In other calendar systems a "new year's eve" would necessarily fall on the date those calendars called the beginning of the new year -- like Tet in Viet Nam or the Chinese New Year, based on lunar systems and thus a floating day by Western standards.
A hallmark of new year's celebrations in all cultures seems to be some sort of commemoration of the previous year's events, a sense of renewal, and a recommitment to a better next year. There are wide disparities in the forms and level of importance of each of these elements, and individual cultures must be examined for specifics.
In the United States New Year's Eve is a major social holiday. In the past 100 years the dropping of the 'ball' on top of 1 Times Square in New York City, broadcast nationwide, is a major component of the celebration. Drinking champagne is also a major part.
For about four decades Guy Lombardo and his Royal Canadians would serenade the nation from the ballroom of the Waldorf Astoria on Park Ave in New York. But every city in America has its own local version of the celebration, even while keeping and eye on New York, and the New York-centric aspect of the holiday is diminishing.
Within many cultures the use of fireworks and other noise making is a major part of the celebration.

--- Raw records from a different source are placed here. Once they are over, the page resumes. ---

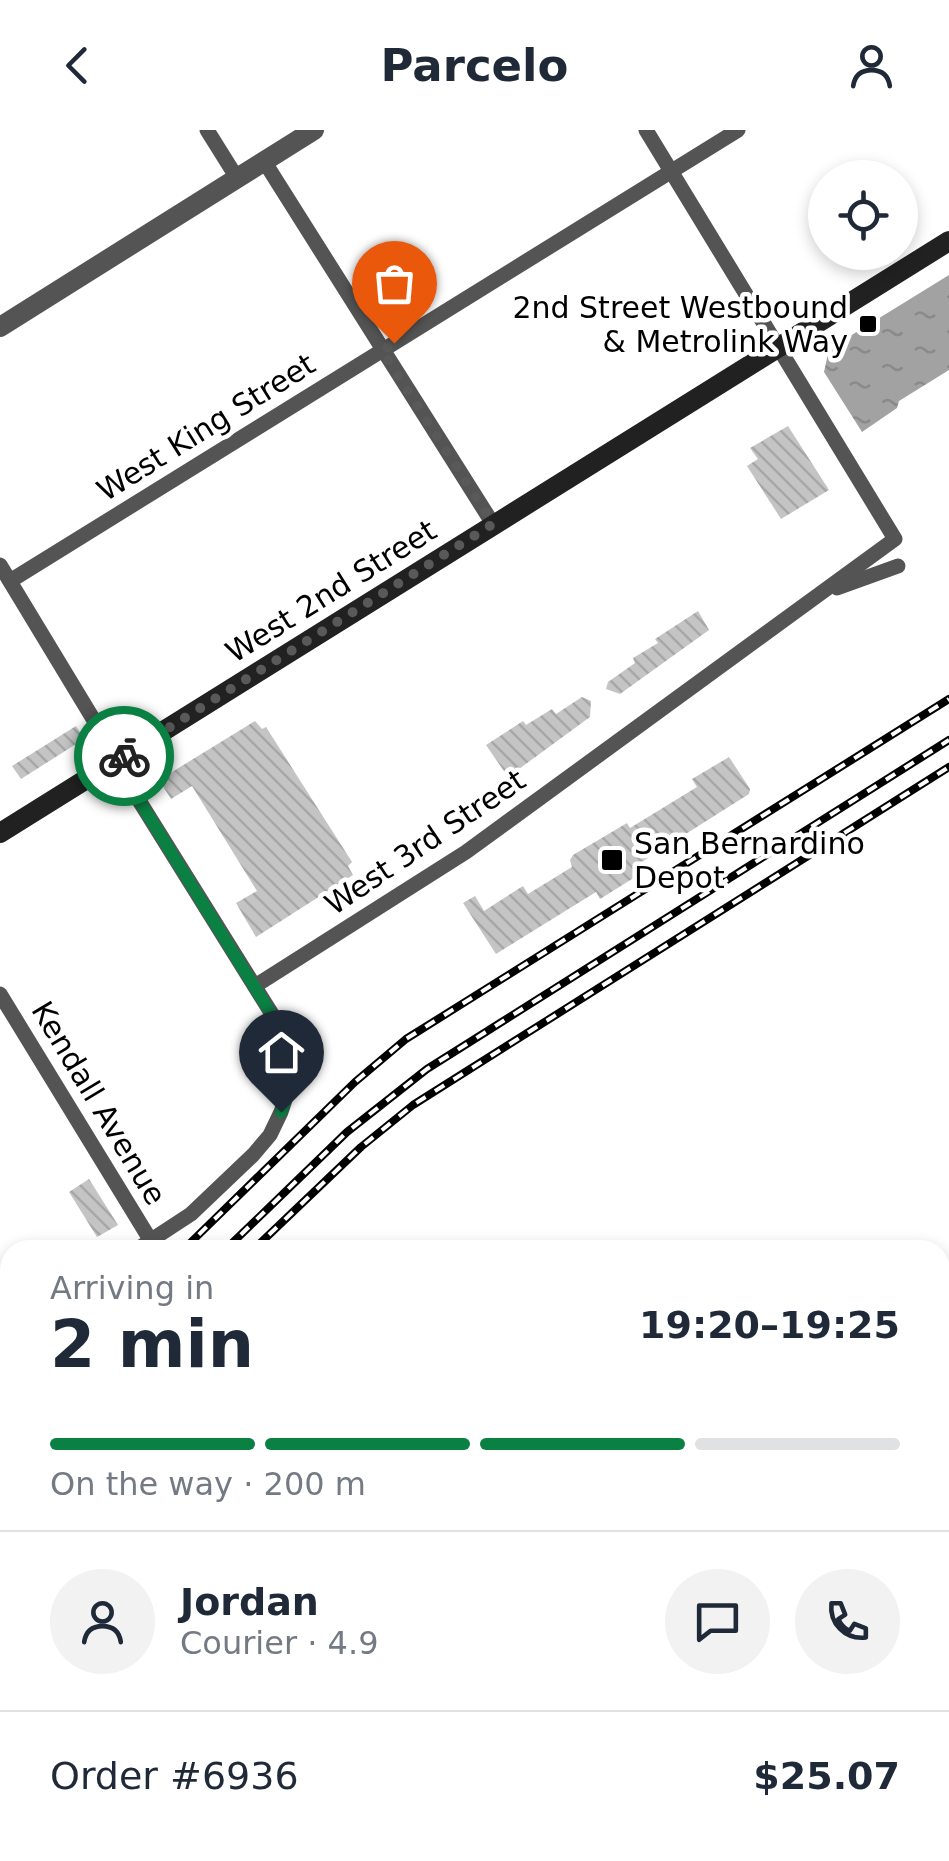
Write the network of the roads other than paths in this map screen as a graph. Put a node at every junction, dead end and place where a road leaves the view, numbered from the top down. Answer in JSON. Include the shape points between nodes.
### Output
{"nodes":[{"id":1,"x":207,"y":130,"type":"edge"},
{"id":2,"x":314,"y":130,"type":"edge"},
{"id":3,"x":646,"y":130,"type":"edge"},
{"id":4,"x":738,"y":130,"type":"edge"},
{"id":5,"x":264,"y":162,"type":"junction"},
{"id":6,"x":672,"y":171,"type":"junction"},
{"id":7,"x":237,"y":178,"type":"junction"},
{"id":8,"x":949,"y":240,"type":"edge"},
{"id":9,"x":0,"y":327,"type":"edge"},
{"id":10,"x":779,"y":349,"type":"junction"},
{"id":11,"x":382,"y":351,"type":"junction"},
{"id":12,"x":493,"y":524,"type":"junction"},
{"id":13,"x":0,"y":566,"type":"edge"},
{"id":14,"x":898,"y":566,"type":"dead end"},
{"id":15,"x":10,"y":581,"type":"junction"},
{"id":16,"x":828,"y":590,"type":"junction"},
{"id":17,"x":118,"y":760,"type":"junction"},
{"id":18,"x":0,"y":833,"type":"edge"},
{"id":19,"x":255,"y":986,"type":"junction"},
{"id":20,"x":0,"y":994,"type":"edge"},
{"id":21,"x":150,"y":1240,"type":"edge"},
{"id":22,"x":152,"y":1240,"type":"edge"}],
"edges":[{"from":1,"to":7,"type":"street"},
{"from":2,"to":5,"type":"street"},
{"from":3,"to":6,"type":"street"},
{"from":4,"to":6,"type":"street","name":"West King Street"},
{"from":5,"to":7,"type":"street"},
{"from":5,"to":11,"type":"street"},
{"from":6,"to":10,"type":"street"},
{"from":6,"to":11,"type":"street","name":"West King Street"},
{"from":7,"to":9,"type":"street"},
{"from":8,"to":10,"type":"main road","name":"West 2nd Street"},
{"from":10,"to":12,"type":"main road","name":"West 2nd Street"},
{"from":10,"to":16,"type":"street","name":"West 3rd Street","via":[[895,539]]},
{"from":11,"to":12,"type":"street"},
{"from":11,"to":15,"type":"street","name":"West King Street"},
{"from":12,"to":17,"type":"main road","name":"West 2nd Street"},
{"from":13,"to":15,"type":"street"},
{"from":14,"to":16,"type":"street"},
{"from":15,"to":17,"type":"street"},
{"from":16,"to":19,"type":"street","name":"West 3rd Street","via":[[426,880]]},
{"from":17,"to":18,"type":"main road","name":"West 2nd Street"},
{"from":17,"to":19,"type":"street"},
{"from":19,"to":22,"type":"street","via":[[288,1051],[288,1095],[253,1154],[191,1214]]},
{"from":20,"to":21,"type":"street","name":"Kendall Avenue"}]}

Within Western Cultures at least, but some others too, there is an idea of making "resolutions" -- or commitments to do better next year -- on New Year's Eve.
Most New Year's Eves have passed with just festivities. The major exception in current times was Y2K.
However, what we could style as Y1K -- 999 changing to 1000 -- saw a great religious importance in Christianity because of the expected rebirth of Jesus. Though ignored for a long time, this aspect of that historical period is getting more attention as of late.